*ACTION ITEM*
In the entries below, count each line where "node" appears. Give the total and nothing more.
**** EXERCISE MATERIAL
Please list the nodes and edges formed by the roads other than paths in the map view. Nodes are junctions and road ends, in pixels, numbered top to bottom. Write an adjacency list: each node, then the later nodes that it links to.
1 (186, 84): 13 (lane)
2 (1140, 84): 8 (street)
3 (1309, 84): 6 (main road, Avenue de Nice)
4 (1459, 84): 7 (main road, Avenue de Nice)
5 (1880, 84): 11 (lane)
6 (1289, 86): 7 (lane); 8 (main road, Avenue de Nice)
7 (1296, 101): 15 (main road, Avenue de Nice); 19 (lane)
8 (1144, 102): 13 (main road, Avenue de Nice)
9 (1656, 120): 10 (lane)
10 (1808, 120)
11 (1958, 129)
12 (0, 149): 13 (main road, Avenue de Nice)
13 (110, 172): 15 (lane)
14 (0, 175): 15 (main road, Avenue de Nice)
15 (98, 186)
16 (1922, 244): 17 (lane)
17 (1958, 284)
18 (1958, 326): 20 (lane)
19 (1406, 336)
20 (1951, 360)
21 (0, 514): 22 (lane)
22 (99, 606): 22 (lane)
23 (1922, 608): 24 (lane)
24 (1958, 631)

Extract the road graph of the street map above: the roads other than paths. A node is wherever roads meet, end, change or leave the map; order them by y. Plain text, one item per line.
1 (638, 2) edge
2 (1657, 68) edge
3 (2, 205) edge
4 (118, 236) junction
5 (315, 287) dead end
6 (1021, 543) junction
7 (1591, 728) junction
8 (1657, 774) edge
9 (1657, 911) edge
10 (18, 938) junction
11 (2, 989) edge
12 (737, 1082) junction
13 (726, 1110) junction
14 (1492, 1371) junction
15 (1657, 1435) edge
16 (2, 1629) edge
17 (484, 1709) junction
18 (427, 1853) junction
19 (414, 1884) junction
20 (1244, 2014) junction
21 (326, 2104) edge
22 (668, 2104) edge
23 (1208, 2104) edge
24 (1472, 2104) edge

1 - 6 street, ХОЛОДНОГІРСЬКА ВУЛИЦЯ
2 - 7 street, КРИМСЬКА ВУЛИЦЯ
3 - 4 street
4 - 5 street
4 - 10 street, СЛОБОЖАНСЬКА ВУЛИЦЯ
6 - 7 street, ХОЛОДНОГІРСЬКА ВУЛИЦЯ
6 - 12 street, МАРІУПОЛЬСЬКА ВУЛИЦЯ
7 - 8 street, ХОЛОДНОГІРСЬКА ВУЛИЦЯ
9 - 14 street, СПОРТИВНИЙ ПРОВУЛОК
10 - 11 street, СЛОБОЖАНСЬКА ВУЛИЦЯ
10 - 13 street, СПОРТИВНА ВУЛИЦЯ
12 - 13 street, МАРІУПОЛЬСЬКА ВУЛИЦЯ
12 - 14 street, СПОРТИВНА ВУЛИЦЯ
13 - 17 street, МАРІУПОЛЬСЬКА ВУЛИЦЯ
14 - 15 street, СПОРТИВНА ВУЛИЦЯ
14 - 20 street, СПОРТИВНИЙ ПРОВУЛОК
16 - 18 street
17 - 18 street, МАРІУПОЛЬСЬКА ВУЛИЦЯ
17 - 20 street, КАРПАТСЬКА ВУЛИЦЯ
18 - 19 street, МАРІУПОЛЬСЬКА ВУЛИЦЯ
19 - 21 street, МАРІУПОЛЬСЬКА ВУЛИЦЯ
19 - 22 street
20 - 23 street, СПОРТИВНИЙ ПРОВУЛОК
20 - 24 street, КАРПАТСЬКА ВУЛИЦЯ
********
*OUTPUT FOR THIS TASK*
2